My initial reaction was, I don’t even think this means LLVM’s AMDGPU backend is particularly buggy. Indeed, a friend suggested I do the same to the x86 backend, and it produced bugs at a rate of almost two per minute.

My bug-finding agents didn’t show any signs of slowing down before I stopped them. I don’t know how many more issues are out there. Probably a lot?

The question with automated bug-finding usually is, “Do these bugs matter?” I’ve only gone through about 20% of the x86 bugs so far. The bugs found by agents are definitely less severe on average than those found by the fuzzer; every fuzz bug is a demonstrable miscompile, whereas agents are using their judgement to decide what is and isn’t a bug, and sometimes they’re wrong.

On the other hand, one of the 30 or so agent-discovered bugs I’ve examined includes this extremely frightening case where LLVM will turn an atomic store into two non-atomic stores. This bug would have been very difficult to find via fuzzing (fuzzing atomics is hard), and would likely be both quite bad and quite hard to root-cause if it happened in production (because downgrading an atomic to a non-atomic store will be fine 99% of the time, and 1% of the time will corrupt your data).

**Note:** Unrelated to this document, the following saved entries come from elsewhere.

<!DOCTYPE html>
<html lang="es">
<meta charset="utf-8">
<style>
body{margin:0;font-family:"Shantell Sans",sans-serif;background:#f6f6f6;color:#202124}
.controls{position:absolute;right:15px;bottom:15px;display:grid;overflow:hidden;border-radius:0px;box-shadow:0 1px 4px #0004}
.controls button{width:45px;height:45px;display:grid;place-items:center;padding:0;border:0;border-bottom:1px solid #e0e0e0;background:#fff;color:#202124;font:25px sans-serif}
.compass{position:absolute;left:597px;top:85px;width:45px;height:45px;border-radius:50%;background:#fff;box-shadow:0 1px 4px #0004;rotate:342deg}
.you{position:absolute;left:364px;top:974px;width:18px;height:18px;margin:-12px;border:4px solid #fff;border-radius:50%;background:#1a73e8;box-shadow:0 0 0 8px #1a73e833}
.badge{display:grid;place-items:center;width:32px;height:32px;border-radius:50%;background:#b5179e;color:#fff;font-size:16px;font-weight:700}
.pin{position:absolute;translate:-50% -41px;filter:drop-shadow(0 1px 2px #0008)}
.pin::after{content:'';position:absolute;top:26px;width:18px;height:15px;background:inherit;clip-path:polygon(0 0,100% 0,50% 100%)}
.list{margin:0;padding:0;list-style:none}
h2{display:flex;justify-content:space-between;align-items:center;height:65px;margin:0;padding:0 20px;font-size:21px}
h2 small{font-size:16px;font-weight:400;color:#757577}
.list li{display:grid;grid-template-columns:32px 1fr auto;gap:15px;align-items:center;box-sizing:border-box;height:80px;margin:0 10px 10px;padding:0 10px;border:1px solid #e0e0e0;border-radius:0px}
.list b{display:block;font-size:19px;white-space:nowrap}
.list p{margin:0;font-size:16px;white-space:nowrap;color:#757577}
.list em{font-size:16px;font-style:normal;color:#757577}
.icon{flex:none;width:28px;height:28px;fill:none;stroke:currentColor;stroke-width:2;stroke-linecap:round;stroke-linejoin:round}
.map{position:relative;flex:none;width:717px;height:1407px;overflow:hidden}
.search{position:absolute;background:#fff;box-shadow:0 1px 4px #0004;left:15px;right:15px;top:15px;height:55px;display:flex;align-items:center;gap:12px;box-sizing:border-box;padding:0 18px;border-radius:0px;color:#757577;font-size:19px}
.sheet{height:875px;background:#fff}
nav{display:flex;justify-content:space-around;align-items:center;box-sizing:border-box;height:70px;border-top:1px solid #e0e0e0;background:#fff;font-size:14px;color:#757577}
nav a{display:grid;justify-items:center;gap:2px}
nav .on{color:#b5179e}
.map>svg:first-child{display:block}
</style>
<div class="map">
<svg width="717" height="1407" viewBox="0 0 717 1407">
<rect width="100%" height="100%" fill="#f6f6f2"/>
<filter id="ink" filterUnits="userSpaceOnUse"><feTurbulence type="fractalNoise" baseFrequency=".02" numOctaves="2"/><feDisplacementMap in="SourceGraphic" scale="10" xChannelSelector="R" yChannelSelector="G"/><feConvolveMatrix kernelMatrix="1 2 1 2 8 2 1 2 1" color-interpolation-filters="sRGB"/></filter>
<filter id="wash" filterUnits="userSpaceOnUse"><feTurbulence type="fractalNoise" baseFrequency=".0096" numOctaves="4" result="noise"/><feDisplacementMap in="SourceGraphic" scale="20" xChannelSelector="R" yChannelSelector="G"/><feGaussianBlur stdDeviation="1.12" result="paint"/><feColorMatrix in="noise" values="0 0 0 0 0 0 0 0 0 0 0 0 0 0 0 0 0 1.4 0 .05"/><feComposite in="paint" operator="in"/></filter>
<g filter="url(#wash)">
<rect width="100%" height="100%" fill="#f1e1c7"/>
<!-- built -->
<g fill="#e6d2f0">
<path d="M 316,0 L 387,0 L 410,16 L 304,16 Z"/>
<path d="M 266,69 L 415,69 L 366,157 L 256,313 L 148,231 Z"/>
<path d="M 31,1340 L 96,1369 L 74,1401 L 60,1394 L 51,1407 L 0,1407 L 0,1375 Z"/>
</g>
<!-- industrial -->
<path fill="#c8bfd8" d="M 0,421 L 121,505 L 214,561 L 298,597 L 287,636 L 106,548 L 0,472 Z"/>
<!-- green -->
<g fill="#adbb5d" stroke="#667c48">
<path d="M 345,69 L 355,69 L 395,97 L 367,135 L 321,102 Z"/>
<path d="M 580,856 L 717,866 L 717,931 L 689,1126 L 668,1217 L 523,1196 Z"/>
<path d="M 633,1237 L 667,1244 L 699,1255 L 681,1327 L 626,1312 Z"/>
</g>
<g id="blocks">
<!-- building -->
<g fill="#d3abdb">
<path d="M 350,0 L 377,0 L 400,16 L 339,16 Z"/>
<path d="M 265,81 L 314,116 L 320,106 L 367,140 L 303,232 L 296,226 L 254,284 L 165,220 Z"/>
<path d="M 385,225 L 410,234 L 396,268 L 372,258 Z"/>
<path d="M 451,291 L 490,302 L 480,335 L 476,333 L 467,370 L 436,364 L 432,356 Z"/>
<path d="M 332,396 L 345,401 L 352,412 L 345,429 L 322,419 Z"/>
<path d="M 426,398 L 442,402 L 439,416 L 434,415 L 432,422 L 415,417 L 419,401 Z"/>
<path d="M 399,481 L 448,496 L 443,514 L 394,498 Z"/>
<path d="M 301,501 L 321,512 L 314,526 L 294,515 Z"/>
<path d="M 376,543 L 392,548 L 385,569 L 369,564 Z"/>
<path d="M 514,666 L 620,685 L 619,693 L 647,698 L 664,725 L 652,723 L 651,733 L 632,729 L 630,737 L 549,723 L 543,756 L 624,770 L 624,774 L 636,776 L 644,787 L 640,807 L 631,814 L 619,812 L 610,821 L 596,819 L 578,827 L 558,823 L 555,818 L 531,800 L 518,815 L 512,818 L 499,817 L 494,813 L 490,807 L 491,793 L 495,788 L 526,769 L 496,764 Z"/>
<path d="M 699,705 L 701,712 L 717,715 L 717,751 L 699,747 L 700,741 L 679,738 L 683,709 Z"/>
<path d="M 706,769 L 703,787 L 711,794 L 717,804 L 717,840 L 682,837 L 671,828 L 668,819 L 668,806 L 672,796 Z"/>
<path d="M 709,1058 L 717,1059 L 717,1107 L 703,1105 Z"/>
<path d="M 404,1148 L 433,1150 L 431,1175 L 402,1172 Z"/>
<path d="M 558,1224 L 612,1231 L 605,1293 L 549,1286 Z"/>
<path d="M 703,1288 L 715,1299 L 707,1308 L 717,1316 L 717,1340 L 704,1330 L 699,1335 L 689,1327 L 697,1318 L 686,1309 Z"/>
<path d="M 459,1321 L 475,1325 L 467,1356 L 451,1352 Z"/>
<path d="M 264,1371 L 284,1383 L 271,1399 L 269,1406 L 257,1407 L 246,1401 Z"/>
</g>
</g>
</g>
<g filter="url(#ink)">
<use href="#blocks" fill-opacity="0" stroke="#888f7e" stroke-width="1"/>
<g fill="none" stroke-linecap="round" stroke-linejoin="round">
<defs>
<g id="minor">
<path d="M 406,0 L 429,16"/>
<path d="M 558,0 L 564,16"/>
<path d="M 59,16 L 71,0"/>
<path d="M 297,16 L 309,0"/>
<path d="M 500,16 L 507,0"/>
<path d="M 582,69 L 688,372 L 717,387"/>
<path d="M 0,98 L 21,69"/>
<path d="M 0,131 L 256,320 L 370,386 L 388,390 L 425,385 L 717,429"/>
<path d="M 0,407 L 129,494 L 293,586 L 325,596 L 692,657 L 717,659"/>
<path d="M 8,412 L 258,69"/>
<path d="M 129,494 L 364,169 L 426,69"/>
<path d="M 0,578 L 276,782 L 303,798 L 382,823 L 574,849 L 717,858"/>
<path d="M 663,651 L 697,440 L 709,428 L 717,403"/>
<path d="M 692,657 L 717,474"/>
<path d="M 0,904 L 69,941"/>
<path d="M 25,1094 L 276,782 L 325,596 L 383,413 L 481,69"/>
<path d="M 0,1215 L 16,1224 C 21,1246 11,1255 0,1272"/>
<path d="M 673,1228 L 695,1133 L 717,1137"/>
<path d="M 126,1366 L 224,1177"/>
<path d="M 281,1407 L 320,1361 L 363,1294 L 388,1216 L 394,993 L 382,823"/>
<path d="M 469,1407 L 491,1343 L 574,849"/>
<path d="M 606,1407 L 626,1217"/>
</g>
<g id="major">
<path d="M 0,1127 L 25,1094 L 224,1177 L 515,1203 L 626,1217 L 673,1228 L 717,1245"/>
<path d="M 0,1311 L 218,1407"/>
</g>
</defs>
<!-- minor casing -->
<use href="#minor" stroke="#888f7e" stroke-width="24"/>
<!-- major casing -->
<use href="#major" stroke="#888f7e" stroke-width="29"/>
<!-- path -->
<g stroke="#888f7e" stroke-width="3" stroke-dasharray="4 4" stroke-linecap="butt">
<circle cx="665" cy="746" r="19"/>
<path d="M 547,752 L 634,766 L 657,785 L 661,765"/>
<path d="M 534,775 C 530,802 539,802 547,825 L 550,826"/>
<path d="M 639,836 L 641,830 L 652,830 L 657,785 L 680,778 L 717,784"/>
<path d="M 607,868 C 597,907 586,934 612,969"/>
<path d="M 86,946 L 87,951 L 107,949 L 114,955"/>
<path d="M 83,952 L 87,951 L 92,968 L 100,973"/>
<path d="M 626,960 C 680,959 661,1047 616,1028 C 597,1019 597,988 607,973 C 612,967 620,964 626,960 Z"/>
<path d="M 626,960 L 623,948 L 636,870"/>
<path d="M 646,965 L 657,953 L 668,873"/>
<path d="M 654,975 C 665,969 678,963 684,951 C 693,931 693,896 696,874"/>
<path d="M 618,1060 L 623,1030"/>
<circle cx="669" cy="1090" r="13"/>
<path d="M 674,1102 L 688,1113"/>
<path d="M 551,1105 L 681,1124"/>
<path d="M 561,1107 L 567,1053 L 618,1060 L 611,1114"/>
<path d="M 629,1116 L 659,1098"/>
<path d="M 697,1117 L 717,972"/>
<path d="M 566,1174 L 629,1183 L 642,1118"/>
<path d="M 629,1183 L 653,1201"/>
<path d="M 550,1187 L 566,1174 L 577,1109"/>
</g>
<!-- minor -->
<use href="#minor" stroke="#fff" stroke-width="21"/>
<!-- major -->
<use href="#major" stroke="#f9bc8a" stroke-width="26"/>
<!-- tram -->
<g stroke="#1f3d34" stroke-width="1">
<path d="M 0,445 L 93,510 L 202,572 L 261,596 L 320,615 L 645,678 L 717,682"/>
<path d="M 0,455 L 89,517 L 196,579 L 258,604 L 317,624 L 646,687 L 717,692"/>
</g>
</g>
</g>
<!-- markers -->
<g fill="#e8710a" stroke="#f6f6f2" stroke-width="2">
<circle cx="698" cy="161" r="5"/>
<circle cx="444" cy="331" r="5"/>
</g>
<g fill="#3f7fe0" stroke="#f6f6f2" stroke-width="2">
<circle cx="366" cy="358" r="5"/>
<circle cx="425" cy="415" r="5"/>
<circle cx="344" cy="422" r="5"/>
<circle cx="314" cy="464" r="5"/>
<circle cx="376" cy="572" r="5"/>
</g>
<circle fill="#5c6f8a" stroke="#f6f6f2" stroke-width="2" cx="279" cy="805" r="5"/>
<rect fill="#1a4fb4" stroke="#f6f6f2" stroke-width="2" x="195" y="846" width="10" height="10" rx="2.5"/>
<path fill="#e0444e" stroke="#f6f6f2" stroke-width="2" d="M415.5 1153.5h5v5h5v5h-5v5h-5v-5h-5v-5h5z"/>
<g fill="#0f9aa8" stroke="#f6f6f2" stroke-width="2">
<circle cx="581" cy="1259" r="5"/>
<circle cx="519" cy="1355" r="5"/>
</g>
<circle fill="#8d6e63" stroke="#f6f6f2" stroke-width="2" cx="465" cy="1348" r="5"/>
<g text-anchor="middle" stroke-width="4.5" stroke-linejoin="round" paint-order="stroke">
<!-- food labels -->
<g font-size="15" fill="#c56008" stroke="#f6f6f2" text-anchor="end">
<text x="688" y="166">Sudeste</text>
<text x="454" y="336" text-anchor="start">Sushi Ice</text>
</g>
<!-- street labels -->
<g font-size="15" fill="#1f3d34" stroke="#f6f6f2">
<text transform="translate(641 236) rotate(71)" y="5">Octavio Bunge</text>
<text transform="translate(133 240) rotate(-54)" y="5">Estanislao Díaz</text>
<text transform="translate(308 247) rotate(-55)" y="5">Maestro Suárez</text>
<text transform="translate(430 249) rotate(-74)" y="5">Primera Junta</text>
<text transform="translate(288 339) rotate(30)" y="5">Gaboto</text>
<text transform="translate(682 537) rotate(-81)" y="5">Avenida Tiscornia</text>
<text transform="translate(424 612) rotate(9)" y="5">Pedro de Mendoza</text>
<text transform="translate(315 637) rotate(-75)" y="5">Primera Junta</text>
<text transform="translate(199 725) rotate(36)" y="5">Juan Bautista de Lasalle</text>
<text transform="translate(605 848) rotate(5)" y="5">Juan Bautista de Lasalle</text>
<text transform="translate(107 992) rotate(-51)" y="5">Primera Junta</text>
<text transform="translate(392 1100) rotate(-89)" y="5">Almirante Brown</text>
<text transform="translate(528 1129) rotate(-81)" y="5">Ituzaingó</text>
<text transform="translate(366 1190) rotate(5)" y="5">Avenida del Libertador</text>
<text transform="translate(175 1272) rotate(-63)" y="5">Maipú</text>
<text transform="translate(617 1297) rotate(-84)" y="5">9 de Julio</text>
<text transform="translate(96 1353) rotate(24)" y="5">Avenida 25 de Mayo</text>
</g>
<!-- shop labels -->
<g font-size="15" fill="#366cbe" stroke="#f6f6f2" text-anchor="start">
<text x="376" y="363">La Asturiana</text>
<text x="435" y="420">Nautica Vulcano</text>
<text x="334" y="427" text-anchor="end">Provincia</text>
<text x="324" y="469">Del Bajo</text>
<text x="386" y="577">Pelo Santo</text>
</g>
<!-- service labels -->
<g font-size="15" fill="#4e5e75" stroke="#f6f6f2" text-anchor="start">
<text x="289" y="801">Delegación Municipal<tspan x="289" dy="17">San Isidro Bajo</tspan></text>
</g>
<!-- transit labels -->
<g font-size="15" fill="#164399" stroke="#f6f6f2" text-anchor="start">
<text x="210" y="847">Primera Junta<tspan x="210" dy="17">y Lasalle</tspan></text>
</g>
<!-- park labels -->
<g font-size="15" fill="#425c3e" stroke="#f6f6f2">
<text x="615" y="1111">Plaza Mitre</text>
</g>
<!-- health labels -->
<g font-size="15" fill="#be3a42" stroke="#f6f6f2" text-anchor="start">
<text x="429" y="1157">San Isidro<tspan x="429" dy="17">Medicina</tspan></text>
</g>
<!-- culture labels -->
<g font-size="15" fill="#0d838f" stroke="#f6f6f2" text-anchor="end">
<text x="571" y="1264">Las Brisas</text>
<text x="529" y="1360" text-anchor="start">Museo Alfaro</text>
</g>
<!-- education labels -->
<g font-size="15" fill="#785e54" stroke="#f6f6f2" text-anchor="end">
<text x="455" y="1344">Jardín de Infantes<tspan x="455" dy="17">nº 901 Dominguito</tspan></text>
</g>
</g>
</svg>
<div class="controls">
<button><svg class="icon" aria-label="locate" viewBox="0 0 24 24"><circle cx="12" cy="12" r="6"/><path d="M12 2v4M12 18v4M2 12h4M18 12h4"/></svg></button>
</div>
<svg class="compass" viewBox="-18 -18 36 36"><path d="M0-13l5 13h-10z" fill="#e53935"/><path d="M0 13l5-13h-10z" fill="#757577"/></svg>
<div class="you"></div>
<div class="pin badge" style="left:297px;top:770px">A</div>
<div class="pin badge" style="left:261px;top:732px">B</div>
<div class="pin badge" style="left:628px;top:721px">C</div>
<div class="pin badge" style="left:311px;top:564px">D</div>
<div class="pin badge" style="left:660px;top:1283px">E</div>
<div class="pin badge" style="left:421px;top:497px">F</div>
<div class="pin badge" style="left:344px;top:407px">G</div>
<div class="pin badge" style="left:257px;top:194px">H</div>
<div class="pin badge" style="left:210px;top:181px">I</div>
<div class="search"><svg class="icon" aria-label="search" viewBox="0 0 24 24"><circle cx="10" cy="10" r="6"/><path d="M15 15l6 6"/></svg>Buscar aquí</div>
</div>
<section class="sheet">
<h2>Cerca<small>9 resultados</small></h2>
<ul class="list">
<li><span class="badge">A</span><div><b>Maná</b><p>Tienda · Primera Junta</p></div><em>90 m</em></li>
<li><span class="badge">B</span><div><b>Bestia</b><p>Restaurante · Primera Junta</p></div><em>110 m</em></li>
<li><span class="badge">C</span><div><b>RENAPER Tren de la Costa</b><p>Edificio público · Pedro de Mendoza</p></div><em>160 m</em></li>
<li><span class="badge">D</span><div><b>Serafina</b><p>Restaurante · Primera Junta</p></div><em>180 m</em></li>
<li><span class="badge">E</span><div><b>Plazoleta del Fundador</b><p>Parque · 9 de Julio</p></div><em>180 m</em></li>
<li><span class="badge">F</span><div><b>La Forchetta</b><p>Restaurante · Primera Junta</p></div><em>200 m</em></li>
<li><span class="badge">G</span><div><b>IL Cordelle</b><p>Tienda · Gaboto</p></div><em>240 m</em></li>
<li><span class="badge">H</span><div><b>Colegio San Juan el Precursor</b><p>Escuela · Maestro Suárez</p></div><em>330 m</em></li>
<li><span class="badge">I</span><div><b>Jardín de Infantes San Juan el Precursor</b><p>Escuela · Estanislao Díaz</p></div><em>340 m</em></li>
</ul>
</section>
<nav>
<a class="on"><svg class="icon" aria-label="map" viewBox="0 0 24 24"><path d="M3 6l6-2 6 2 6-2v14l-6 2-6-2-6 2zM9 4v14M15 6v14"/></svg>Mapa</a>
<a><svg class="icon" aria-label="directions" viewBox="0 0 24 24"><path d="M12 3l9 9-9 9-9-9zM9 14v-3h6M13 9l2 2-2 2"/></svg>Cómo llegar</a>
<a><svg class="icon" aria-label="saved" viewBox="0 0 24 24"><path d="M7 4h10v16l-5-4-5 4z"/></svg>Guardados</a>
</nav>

The other question you should ask is, how much did all this cost? The vibe-coded fuzzer was relatively cheap. I was using about double the weekly quota for my $200/month ChatGPT Pro account to write the AMD and NVIDIA fuzzers at the same time. It was more expensive with pay-per-token Opus 4.7, on the order of $1000 for a few days’ work. I don’t know if it would have been cheaper with a Claude Max account, and I don’t know if the work I was doing with Claude was more token-intensive than the work I’d been doing with Codex earlier.

On the other hand, having an army of subagents read the code was, um, not cheap. I spent more than $10,000 in a few hours, and I wasn’t even using fast mode. (Thanks for the tokens, Dylan!) Even though bugs found this way were on average lower-severity than fuzz bugs, the fact that code inspection can find whole classes of bugs that would be very challenging to find via fuzzing makes it valuable to me.

Frankly, just the one atomics bug mentioned could do far more than $10,000 in damage under the right (or perhaps wrong) conditions; silent data corruption like this will break just about any production system.  And even if your system had safeguards that allowed it to notice this kind of corruption, you’d still likely burn months of engineering time hunting for its source.  If I were doing this again, I wouldn’t bother with fuzzing, assuming I had the budget to unleash my herd of agents.

I’m still trying to make meaning out of this experience. I think it’s bigger than simply “With enough subagents, all bugs are shallow.” Maybe the lesson is this:

Things that were impossible five months ago are now “just” Very Expensive.

A corollary is, if you don’t have the budget, you’re operating in a smaller part of the possibility space than those who do. And I expect that gap to grow substantially over the coming months.

SemiAnalysis spent an order of magnitude more on my tokens than on paying me the day I ran the agents. If the value of something is how much someone is willing to pay for it, then this was the first time in my career that I delivered less value to my employer than my AI did.

It makes me wonder how much SemiAnalysis will be willing to pay for tokens in six months, and what life will be like for people and companies who can’t or won’t pay.

One last thought. I could do the “have Claude read the code” approach with the AMDGPU and x86 LLVM backends because I have the source code. I can’t do it with ptxas because I only have a binary. But…how sure am I that, given enough tokens, Opus 5.7 (or even 4.7) couldn’t find bugs just by reading the assembly?